Because most humans are reliably and easily able to bypass CAPTCHAs, mass-scale human labor can be used to bypass CAPTCHAs. The fruits of their labor are then handed immediately back to computer and bot accounts, in a delivery process that averages under twenty seconds. Middlemen recruit labor from low-income countries in Asia; in particular, Russia, India, China, Vietnam, and Bangladesh were indicated as probable sources.[30] They are able to take advantage of a sizeable, low-cost workforce to sell one thousand solved CAPTCHAs for nominal, single-digit sums in United States dollars. This more or less defeats the purpose of CAPTCHAs and transforms anti-spam measures into a purely economic barrier. Furthermore, the wage and labor conditions posed to such workers present a potential ethical concern.[30][31]

Timeline and Versions

The logo for Google's reCAPTCHA division and services.[5] Image Credit: Google.
An example provided by Google of its reCAPTCHA v2 further confirmation task. The user is shown nine images depicting various foods and asked to select the images depicting oranges.[6] Image Credit: Google.

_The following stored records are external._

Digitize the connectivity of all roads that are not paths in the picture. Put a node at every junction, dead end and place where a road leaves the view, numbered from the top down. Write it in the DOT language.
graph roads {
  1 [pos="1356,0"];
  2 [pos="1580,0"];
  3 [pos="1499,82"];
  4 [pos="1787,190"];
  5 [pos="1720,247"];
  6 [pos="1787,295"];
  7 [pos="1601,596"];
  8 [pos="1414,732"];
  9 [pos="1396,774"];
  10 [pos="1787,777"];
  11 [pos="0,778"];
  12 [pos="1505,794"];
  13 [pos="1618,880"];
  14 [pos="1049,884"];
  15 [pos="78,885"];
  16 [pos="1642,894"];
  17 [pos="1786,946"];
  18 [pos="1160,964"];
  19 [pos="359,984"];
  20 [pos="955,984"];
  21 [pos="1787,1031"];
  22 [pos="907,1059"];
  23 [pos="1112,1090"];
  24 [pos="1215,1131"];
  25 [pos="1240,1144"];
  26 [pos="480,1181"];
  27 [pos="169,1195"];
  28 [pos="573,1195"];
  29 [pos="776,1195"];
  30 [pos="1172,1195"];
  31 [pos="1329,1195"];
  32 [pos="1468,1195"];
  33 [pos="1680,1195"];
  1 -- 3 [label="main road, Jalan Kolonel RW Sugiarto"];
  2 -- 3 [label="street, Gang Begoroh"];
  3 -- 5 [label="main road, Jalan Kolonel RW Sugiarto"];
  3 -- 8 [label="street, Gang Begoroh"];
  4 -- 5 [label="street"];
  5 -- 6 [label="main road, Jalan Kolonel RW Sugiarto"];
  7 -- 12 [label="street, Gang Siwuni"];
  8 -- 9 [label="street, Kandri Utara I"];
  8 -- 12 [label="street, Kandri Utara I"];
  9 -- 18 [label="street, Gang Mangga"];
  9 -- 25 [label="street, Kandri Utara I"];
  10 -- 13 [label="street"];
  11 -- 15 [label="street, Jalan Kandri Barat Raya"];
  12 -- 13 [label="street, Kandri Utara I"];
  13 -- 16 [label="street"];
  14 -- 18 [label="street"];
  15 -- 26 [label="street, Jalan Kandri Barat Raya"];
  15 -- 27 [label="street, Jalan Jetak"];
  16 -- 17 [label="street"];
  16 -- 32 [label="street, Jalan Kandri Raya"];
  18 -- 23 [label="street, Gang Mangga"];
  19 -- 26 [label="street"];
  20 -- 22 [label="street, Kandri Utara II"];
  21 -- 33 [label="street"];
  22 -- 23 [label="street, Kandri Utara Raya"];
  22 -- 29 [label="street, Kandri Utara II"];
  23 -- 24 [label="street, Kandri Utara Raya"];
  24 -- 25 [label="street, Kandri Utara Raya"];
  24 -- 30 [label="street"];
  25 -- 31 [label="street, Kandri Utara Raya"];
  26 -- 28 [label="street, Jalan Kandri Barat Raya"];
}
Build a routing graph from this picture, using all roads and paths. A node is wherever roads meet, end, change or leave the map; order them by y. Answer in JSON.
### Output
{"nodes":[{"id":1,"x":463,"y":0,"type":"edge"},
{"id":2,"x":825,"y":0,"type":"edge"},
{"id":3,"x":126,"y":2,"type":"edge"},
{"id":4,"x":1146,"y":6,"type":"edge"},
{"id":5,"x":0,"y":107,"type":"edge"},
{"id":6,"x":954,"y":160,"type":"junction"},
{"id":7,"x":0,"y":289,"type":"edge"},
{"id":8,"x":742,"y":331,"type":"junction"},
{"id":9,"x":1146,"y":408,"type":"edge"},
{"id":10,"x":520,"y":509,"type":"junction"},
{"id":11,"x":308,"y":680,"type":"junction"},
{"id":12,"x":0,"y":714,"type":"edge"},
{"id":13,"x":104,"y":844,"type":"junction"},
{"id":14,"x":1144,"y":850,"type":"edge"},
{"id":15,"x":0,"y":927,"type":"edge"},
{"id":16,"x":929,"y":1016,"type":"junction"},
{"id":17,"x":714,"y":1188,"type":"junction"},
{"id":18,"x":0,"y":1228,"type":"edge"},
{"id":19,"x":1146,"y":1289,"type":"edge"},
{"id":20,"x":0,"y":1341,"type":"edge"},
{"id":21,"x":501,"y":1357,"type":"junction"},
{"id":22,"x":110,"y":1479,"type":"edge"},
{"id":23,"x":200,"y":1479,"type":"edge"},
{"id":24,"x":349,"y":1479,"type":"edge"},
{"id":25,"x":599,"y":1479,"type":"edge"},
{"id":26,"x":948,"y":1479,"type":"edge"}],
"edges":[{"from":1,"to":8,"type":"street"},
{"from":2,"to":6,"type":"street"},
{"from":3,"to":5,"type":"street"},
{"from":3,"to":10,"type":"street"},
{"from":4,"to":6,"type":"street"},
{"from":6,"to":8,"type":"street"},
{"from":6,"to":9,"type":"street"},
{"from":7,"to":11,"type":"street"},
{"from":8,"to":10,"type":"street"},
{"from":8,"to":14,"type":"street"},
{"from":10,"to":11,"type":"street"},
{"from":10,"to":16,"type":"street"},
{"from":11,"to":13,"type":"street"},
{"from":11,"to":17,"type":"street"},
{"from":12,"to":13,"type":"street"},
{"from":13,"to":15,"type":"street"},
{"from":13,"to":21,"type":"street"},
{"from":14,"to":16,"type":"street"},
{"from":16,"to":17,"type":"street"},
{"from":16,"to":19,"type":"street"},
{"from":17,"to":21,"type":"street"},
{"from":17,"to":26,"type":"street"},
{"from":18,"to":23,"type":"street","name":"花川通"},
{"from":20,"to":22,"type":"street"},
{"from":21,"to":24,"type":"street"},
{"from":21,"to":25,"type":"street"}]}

While other programs exist and remain in use, reCAPTCHA iterations are fairly dominant over other models. One tech consulting firm estimates that Google reCAPTCHA captures 97.5% of the market share for CAPTCHAs.[32] This is at least in part due to Google's own ubiquity and dominance across the internet—Google offers a host of design and security services for other companies,[33] in addition to holding 90.8% of the market share for web searches.[34] The company has been criticized for exercising this sort of monopolistic dominance, which poses pragmatic economic, social, and ethical concerns regarding inefficiency, access, and abuse of power;[35] Google is currently facing an associated lawsuit from the United States Department of Justice.[36]

CAPTCHA progression is not necessarily linear or mutually exclusive, and multiple editions remain in use simultaneously. For instance, Google continues to support three versions of reCAPTCHA.[5]

reCAPTCHA

reCAPTCHA is a notable CAPTCHA service and company originally affiliated with Carnegie Mellon University's School of Computer Science.[18][37] Luis von Ahn, who was a part of the original CAPTCHA team in 2000, is credited as the project’s executive producer.[1][37] The project is the original team’s officially recommended CAPTCHA iteration.[1]

von Ahn received a prestigious MacArthur Fellowship in 2006, primarily in recognition and support of his work with CAPTCHA.[38][39] He stated that he planned to use the reward money to further his human computation ambitions.[39] von Ahn ultimately accomplished this with his novel reCAPTCHA text-identification project (see Digitizing Information, above).[18]

Google acquired the project in September 2009[40] and has spearheaded successive versions (reCAPTCHA v2, reCAPTCHA v3, and reCAPTCHA Enterprise).[5]

reCAPTCHA v1

reCAPTCHA v1 was a text-based implementation that tasked users with interpreting distorted and/or broken text.[18][19] It has been used in the past to digitize text archives (see Digitizing Information, above); it is unclear whether it is still used for this purpose.[18][19]

Google discontinued support for reCAPTCHA v1 in 2018, but continues to support and offer successive reCAPTCHAs.[41]

reCAPTCHA v2

reCAPTCHA v2 is an image-recognition implementation. One of its features runs passively and requires no user input by default. Other options require active verification. If indicated, users are first prompted to click on and check a box, at which point some users will be verified as human and allowed to continue, while suspicious users will be presented with an additional task prior to verification.[6][41] If a user is prompted to take an additional task, that task will be in the form of images a user must identify: for instance, by selecting all the images containing orange slices from a grid of nine food-related images.[6][41]

reCAPTCHA v2 allows users to opt for an auditory task, rather than a visual task, and Google reports that it is compatible with major screen-reading services (see Web Accessibility Concerns, above).[6] However, it remains unsupported for deaf-blind users.[42]